First, low signal-to-noise ratio and low image contrast require effective data processing and image enhancement techniques to treat both slices and the volume to retain small structures and restore fuzzy features. Second, the longitudinal resolution is at least 3 ~ 4 times lower than the lateral resolution and therefore the volume is smeared in the longitudinal direction. Interpolation may introduce artifacts if the raw data is simply re-sampled to generate regular voxels. Third, large-scale datasets require efficient algorithms to achieve interactive visualization for trial-and-error exploration that is usually needed for an unfamiliar dataset. The size of a three-channel volume data with a resolution of 512 × 512 × 64 is 48MB and it is even much larger when time-varying scenarios are considered. Given the current computing capability and commodity graphics cards, it is still difficult to visualize a large dataset in real time using computationally intensive visualization methods like volume rendering.

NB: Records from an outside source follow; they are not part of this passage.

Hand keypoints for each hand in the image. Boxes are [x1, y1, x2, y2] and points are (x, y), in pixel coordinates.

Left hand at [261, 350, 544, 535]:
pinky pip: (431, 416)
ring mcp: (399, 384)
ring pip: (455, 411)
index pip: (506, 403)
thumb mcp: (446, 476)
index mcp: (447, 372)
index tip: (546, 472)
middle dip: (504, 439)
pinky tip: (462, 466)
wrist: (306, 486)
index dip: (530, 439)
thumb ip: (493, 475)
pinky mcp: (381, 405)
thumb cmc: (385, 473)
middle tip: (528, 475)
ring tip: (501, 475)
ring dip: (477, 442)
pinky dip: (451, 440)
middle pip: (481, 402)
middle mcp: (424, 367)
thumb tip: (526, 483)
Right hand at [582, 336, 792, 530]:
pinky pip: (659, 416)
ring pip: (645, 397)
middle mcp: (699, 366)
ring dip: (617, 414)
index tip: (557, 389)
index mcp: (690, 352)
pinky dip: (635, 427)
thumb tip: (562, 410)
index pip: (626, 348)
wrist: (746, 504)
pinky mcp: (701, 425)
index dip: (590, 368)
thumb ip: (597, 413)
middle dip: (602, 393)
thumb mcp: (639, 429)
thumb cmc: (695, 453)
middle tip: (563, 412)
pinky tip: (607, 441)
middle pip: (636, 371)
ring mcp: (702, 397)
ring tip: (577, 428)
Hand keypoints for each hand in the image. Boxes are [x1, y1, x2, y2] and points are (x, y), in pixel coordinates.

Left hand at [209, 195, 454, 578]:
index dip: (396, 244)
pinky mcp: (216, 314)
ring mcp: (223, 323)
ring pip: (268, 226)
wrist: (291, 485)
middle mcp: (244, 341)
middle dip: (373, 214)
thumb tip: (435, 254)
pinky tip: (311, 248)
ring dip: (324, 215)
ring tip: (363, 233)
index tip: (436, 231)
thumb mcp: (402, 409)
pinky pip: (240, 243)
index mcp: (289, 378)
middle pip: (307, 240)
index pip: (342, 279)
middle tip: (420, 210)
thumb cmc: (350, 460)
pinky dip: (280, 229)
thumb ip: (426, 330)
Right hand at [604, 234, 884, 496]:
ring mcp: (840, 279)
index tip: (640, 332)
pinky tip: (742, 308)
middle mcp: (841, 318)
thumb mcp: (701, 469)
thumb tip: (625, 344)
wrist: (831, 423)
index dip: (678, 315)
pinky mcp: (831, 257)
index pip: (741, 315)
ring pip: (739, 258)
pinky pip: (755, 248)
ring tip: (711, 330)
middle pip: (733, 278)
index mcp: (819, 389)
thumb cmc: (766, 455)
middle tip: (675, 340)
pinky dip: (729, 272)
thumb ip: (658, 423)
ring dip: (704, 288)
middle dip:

Medical datasets tend to contain shape-invariant organs, smooth and well-defined boundaries, and only a few continuous objects that may be easily segmented. However, biomolecular datasets usually have amorphous structures, ragged contours, porous surfaces, and numerous disconnected small objects. These properties make it extremely difficult to extract and track features in time-varying datasets. Compared to medical datasets for which a considerable amount of a priori knowledge is available to validate visualization results and quickly tune parameters to find features of interest, biomolecular datasets with amorphous structures often leave the user uncertain about visualization results. It is also difficult to distinguish artifacts introduced in acquisition or visualization from real structures.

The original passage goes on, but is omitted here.